▶ **Problem**: Records follow. Copy every line with "Write".

▶ **Supplied records**:
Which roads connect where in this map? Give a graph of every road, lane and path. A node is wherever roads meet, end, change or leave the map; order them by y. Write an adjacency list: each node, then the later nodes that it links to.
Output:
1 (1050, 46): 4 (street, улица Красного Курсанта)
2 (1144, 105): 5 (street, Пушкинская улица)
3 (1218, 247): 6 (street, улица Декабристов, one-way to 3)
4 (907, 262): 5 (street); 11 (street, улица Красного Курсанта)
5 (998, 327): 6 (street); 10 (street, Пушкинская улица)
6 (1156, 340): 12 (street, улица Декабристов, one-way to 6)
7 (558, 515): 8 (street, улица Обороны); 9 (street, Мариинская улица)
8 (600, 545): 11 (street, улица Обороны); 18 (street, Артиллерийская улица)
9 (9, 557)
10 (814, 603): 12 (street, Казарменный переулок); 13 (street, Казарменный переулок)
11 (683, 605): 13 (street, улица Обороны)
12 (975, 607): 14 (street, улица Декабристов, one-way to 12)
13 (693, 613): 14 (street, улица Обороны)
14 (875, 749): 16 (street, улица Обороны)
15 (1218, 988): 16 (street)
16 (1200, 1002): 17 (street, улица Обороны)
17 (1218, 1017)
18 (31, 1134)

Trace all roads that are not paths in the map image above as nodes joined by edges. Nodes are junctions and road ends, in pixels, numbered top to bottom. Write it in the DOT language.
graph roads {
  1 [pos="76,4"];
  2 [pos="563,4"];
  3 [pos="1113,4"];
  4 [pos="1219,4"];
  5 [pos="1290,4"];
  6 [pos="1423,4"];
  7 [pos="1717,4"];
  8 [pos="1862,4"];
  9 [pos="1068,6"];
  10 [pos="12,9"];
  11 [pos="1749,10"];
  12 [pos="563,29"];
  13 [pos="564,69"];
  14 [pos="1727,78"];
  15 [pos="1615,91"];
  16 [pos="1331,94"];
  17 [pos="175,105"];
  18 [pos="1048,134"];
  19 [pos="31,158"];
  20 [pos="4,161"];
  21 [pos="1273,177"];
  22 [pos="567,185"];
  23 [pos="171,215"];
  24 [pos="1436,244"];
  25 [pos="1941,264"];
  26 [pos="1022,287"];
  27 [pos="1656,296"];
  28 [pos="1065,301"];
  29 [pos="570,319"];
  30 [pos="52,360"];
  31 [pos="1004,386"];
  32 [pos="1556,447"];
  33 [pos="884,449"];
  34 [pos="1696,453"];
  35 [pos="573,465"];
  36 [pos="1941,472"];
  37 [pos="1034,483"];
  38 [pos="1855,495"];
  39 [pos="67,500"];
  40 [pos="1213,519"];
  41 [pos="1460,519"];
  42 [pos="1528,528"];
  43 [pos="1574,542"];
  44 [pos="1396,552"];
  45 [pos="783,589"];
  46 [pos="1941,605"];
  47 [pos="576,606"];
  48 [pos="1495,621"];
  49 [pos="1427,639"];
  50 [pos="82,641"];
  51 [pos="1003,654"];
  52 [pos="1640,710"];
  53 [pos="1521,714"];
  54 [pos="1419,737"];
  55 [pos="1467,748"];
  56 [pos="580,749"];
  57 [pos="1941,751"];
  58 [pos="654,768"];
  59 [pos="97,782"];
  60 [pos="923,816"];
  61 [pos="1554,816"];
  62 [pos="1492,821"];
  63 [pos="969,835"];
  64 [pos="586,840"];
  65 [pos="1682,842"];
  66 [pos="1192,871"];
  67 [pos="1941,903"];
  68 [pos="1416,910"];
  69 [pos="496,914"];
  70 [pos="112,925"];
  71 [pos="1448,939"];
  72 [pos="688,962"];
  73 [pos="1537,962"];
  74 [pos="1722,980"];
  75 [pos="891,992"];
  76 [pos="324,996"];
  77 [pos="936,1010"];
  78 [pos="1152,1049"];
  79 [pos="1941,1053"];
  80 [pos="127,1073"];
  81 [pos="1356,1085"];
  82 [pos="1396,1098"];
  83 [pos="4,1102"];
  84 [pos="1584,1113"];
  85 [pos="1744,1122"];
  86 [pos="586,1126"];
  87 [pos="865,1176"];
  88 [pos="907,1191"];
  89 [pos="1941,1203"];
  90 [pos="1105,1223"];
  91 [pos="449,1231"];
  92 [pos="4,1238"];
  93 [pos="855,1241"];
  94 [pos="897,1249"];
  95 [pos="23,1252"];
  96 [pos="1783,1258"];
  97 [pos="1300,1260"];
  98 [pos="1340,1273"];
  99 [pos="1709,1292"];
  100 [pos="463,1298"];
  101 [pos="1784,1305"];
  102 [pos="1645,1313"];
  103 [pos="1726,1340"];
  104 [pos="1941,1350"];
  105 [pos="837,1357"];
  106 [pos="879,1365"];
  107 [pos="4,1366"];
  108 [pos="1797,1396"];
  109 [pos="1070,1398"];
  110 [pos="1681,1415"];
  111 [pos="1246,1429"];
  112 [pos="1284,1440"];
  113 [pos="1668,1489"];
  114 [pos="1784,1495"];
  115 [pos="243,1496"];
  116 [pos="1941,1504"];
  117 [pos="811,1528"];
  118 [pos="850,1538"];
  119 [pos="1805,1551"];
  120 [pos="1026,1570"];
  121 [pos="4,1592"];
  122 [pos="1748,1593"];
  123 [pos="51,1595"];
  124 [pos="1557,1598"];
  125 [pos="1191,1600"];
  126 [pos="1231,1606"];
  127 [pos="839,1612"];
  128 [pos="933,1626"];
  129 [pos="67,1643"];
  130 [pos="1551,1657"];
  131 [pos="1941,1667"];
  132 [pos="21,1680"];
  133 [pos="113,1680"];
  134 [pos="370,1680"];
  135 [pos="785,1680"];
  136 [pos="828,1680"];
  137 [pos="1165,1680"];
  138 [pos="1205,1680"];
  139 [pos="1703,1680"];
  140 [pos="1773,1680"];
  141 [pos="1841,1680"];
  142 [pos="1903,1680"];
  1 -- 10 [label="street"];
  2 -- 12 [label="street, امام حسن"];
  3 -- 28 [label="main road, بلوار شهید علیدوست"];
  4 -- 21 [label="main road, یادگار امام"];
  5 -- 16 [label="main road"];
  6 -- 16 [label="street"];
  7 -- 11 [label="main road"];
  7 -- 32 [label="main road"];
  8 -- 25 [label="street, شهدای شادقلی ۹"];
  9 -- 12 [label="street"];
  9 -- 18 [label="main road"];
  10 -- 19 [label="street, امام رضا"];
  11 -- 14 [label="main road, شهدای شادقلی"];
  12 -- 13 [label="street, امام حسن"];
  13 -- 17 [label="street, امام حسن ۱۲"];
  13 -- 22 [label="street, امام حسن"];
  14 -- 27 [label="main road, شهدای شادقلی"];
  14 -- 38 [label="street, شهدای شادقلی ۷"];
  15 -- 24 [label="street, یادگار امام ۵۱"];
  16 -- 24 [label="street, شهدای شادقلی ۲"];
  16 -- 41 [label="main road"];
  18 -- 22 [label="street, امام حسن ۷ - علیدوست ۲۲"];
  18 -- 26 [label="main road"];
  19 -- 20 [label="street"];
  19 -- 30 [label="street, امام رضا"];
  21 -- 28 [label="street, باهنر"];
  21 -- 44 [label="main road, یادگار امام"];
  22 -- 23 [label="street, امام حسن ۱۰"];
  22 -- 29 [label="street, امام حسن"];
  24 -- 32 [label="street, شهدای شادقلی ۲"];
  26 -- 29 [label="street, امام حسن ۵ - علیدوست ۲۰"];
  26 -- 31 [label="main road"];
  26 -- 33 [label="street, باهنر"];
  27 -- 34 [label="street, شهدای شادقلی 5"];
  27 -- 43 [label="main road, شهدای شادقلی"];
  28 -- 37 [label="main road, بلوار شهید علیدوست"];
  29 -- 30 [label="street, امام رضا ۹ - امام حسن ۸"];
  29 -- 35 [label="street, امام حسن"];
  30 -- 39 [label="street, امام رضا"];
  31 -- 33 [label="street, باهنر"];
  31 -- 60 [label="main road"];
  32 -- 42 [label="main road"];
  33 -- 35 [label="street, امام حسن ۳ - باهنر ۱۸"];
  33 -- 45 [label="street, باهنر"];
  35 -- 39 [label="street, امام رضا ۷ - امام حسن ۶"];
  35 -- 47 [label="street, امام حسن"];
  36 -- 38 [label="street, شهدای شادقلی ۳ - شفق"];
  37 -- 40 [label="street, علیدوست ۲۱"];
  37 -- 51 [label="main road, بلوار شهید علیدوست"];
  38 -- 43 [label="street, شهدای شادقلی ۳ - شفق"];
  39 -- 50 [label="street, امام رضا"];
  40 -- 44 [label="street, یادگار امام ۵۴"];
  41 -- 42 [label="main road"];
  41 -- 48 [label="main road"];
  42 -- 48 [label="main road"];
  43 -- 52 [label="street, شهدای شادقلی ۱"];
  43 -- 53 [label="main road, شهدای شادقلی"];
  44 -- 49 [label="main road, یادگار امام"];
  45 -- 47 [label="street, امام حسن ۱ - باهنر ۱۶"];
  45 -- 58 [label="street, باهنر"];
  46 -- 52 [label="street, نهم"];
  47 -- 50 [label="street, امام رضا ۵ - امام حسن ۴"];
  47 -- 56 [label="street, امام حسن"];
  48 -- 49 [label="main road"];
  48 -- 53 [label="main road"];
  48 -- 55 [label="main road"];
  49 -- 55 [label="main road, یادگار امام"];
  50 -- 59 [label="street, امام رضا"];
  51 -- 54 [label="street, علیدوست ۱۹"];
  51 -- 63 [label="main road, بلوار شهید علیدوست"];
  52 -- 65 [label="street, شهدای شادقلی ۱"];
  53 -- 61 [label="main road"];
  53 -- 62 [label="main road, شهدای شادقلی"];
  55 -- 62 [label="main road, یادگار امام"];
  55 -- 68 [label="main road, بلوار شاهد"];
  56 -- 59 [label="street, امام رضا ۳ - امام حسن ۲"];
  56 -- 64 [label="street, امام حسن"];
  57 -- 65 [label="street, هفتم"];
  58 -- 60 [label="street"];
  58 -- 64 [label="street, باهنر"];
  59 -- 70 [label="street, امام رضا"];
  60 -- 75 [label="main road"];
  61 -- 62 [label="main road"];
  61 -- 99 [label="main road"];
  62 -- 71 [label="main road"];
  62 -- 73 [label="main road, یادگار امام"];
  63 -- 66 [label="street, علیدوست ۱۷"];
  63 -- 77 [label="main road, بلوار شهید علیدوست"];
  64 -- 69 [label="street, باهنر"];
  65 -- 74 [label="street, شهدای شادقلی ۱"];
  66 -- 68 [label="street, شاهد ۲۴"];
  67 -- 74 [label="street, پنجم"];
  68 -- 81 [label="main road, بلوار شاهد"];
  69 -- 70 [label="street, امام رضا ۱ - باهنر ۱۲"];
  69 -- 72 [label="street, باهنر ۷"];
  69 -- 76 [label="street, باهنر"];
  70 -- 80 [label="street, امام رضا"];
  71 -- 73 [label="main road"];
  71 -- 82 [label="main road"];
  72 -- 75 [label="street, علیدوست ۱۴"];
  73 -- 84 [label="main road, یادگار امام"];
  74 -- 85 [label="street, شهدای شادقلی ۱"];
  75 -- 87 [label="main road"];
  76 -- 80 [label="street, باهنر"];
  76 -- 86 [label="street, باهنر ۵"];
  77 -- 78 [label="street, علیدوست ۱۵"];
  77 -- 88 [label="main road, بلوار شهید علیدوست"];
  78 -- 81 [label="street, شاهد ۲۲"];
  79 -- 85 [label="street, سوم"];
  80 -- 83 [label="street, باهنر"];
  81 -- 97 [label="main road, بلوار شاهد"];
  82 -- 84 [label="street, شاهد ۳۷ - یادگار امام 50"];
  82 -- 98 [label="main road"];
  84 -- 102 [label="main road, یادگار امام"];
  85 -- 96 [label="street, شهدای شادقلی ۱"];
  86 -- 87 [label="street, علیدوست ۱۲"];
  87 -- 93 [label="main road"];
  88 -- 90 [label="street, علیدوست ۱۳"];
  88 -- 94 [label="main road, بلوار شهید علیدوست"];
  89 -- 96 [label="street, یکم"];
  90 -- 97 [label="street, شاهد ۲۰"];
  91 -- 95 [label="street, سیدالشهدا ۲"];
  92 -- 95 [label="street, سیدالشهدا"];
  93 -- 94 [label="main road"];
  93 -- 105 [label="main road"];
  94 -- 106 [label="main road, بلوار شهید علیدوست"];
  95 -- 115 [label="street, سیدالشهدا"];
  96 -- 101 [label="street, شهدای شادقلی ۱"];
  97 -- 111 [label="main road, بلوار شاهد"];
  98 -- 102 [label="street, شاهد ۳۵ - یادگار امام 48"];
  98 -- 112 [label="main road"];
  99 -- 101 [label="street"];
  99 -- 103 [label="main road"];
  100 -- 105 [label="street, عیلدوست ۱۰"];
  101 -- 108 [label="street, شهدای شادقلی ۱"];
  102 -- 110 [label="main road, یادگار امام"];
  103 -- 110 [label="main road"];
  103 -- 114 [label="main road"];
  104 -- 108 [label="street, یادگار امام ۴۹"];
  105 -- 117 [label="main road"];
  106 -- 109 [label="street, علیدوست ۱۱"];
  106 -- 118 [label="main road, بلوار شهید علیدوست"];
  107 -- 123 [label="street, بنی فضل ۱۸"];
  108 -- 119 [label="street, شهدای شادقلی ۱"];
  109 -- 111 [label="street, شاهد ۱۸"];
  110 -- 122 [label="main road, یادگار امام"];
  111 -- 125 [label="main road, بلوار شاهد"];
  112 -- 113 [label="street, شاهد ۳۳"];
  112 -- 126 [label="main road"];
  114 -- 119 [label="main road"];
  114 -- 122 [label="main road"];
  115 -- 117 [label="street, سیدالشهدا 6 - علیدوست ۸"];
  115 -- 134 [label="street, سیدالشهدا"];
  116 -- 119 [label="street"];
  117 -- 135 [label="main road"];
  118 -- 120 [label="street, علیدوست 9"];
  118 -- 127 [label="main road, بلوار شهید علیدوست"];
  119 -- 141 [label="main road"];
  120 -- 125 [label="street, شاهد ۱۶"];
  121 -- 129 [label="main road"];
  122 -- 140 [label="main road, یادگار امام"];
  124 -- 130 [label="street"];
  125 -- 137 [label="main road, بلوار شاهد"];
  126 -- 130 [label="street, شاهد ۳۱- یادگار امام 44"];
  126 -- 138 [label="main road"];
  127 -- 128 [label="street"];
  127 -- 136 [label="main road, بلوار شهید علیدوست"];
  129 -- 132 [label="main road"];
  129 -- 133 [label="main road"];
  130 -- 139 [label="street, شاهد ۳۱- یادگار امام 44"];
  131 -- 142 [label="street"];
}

▶ **Task result**:
Which roads connect where in this map? Give a graph of every road, lane and path. A node is wherever roads meet, end, change or leave the map; order them by y. Write an adjacency list: each node, then the later nodes that it links to.
Trace all roads that are not paths in the map image above as nodes joined by edges. Nodes are junctions and road ends, in pixels, numbered top to bottom. Write it in the DOT language.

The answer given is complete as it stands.